Elechi Amadi (12 May 1934 – 29 June 2016) was a former member of the Nigerian Armed Forces. He was an author of plays and novels that are generally about African village life, customs, beliefs, and religious practices prior to contact with the Western world. Amadi is best regarded for his 1966 debut novel, The Concubine, which has been called "an outstanding work of pure fiction".[1] Nobel laureate Wole Soyinka paid tribute to Amadi as "a soldier and poet, captive of conscience, human solidarity and justice."[2]

Early life and education[]

Born in 1934, in Aluu in the Ikwerre local government area of Rivers State, Nigeria, Elechi Amadi attended Government College, Umuahia (1948–52), Survey School, Oyo (1953–54), and the University of Ibadan (1955–59), where he obtained a degree in Physics and Mathematics.[3]

Career[]

He worked for a time as a land surveyor and later was a teacher at several schools, including the Nigerian Military School, Zaria (1963–66).[4]

Military service and politics[]

Amadi served in the Nigerian army, remained there during the Nigerian Civil War, and retired at the rank of Captain.[5] He then held various positions with the Rivers State government: Permanent Secretary (1973–83), Commissioner for Education (1987–88) and Commissioner for Lands and Housing (1989–90).

Writing[]

He has been writer-in-residence and lecturer at Rivers State College of Education, where he has also been Dean of Arts, head of the literature department and Director of General Studies.

Amadi has said that his first publication was in 1957, a poem entitled "Penitence" in a University of Ibadan campus magazine called The Horn, edited by John Pepper Clark.[6]

Amadi's first novel, The Concubine, was published in London in 1966 and was hailed as a "most accomplished first performance".[7] Alastair Niven in his critical study of the novel wrote: "Rooted firmly among the hunting and fishing villages of the Niger delta, The Concubine nevertheless possesses the timelessness and universality of a major novel."[8] The Concubine was made into a film, written by Elechi Amadi and directed by accomplished Nollywood film director Andy Amenechi, which premiered in Abuja in March 2007.[9]
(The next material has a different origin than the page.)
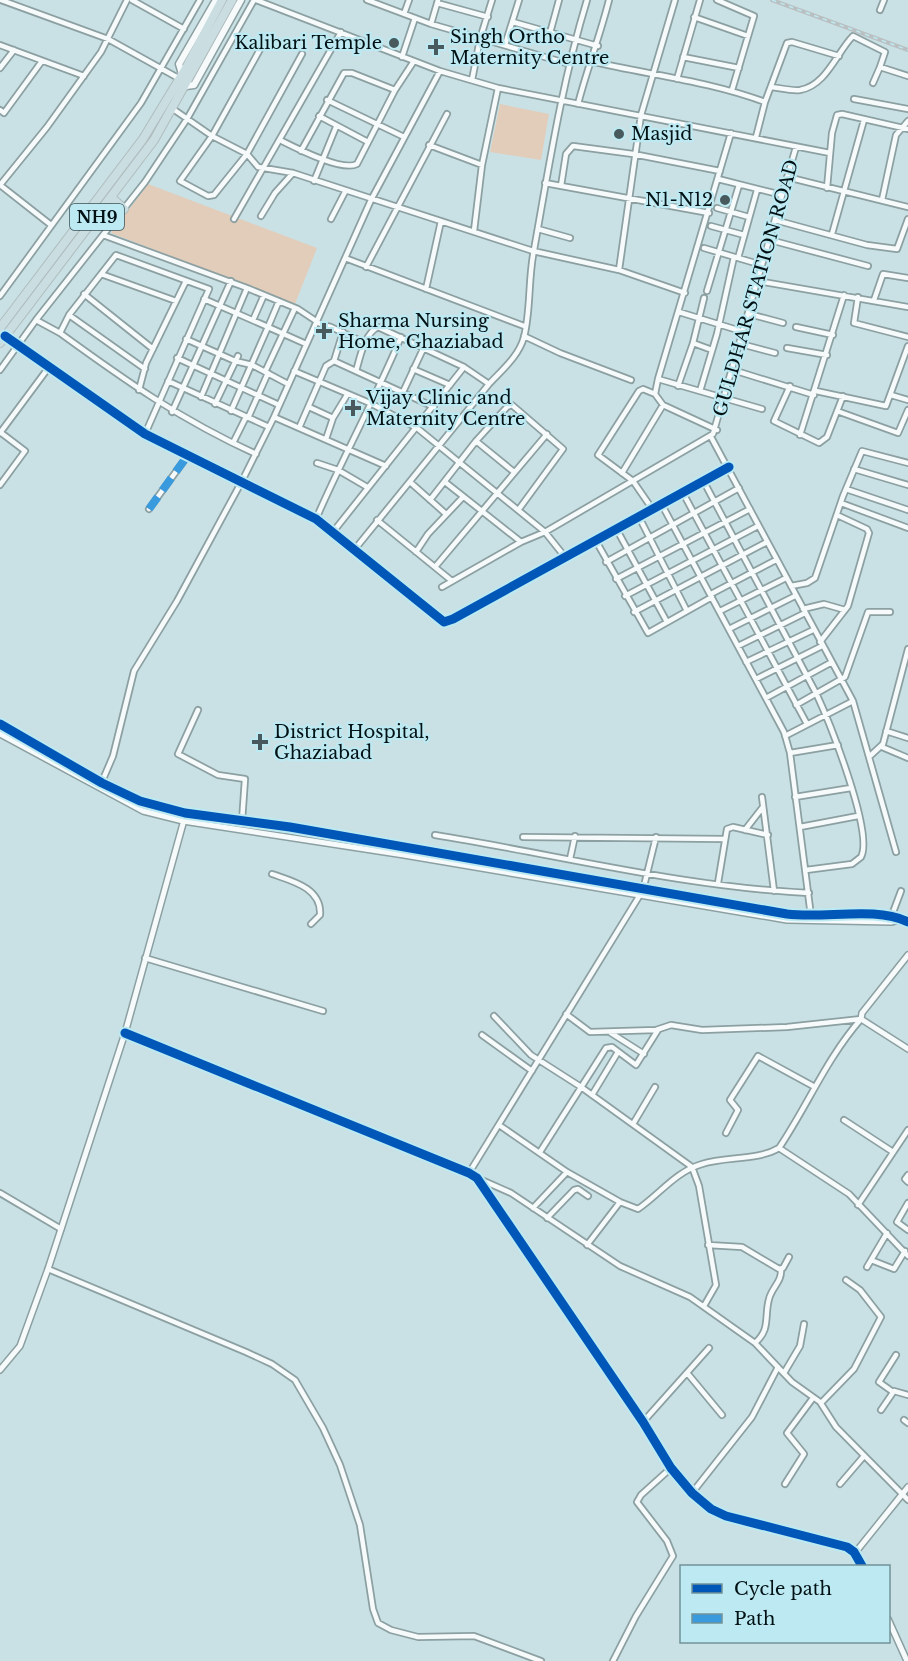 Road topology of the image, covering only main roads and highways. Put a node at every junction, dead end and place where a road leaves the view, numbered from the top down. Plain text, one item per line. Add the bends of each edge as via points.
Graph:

The setting of Amadi's second novel, The Great Ponds, published in 1969, is pre-colonial Eastern Nigeria, and is about the battle between two village communities over possession of a pond.

In 1973 Amadi autobiographical non-fiction, Sunset in Biafra, was published. It records his personal experiences in the Nigeria-Biafra war, and according to Niven "is written in a compelling narrative form as though it were a novel".[10]

On 13 May 1989 a symposium was held at the University of Port Harcourt to celebrate Amadi's 55th birthday.

In May 2004, a conference was organized by the Association of Nigerian Authors, Rivers State Branch, to mark Elechi Amadi's 70th birthday.[11]

For his last book, When God Came, Elechi turned for the first time to the genre of science fiction.[12] Reviewing it, Lindsay Barrett wrote: "When an author has attained the status of an icon in his profession, based on the publication of works that have been declared iconic masterpieces from the earliest period of his career, it is unusual to find him engaging in experimentation in the latter stages of that career. This is the surprising trajectory that this short but profoundly memorable booklet by the late Elechi Amadi represents. Although the two narrative treatises contained in this work were described by the author as an excursion into the medium of science fiction it would really be more accurate to define them as philosophical allegories. Their contents contemplate the human condition and the limits of the potential for human achievement based on the concept of the supernatural rather than simply being exercises in the conceptualisation of events of an otherworldly nature, which popular science fiction often is. ... In the final analysis these works read like fables from the future that the author must have had immense enjoyment creating. Amadi’s love for literature and his prolific output in his early years overshadowed his scientific background especially after the Civil War when he settled down to work as an educationist and public administrator in Rivers State. It was in this period that he embarked on the experiments in new forms of writing of which this work is a slight but unforgettable example."[13]

Later years[]

2009 kidnapping[]

On 5 January 2009 Amadi was kidnapped at his home in Aluu town, Ikwerre, by unknown gunmen. He was released on the evening of 6 January, 23 hours later.[14][15]

Africa39[]

In 2014 he was a judge of Africa39, together with Tess Onwueme and Margaret Busby.[16]

Death[]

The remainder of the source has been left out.